Assignment: In the records that follow, find each line containing "paths" and copy it.
[Recorded information]
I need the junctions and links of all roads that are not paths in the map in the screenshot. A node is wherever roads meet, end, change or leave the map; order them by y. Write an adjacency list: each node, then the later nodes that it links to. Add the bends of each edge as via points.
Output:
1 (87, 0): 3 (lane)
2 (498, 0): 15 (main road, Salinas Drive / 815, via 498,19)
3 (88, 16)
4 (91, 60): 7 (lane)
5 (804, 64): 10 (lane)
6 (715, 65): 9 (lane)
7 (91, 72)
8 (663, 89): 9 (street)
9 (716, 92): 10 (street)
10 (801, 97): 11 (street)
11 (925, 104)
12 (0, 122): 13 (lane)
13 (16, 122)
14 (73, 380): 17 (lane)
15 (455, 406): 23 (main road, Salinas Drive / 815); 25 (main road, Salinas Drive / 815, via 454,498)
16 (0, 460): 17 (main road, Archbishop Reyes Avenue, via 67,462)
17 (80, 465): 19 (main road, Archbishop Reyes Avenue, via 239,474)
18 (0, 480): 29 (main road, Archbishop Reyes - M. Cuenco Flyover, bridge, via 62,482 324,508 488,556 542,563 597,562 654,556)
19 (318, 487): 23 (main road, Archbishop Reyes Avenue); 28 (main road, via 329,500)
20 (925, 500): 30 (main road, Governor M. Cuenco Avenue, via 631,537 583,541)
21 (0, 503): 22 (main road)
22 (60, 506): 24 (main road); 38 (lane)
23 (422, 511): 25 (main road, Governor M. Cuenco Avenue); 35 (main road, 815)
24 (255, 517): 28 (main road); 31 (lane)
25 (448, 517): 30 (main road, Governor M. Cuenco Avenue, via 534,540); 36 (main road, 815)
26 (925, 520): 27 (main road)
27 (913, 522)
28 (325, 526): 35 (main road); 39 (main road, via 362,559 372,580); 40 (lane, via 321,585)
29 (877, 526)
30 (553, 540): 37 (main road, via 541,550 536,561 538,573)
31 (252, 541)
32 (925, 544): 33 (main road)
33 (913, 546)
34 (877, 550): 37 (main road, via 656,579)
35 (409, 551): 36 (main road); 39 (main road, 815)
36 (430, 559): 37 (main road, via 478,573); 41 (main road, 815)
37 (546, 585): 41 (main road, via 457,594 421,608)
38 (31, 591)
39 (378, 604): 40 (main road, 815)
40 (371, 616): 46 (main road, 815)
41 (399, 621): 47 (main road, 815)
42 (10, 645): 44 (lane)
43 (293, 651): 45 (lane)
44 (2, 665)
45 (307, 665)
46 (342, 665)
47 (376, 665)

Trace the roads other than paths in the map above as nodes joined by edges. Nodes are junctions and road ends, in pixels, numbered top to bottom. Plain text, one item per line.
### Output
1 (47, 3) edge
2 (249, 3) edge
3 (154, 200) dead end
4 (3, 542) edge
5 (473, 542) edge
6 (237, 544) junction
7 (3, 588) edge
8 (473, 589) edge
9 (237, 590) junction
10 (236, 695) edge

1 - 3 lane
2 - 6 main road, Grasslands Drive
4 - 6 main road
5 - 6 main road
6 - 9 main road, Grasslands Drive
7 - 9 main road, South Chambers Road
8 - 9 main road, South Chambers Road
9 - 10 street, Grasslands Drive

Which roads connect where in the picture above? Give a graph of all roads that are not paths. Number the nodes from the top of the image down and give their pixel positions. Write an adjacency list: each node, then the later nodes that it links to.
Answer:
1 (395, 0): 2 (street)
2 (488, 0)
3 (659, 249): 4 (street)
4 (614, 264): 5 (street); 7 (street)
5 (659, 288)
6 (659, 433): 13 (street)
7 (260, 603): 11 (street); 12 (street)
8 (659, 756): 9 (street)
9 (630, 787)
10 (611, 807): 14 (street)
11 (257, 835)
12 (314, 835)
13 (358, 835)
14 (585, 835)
[/Recorded information]
Completed task:
I need the junctions and links of all roads that are not paths in the map in the screenshot. A node is wherever roads meet, end, change or leave the map; order them by y. Write an adjacency list: each node, then the later nodes that it links to. Add the bends of each edge as via points.
Trace the roads other than paths in the map above as nodes joined by edges. Nodes are junctions and road ends, in pixels, numbered top to bottom. Plain text, one item per line.
Which roads connect where in the picture above? Give a graph of all roads that are not paths. Number the nodes from the top of the image down and give their pixel positions. Write an adjacency list: each node, then the later nodes that it links to.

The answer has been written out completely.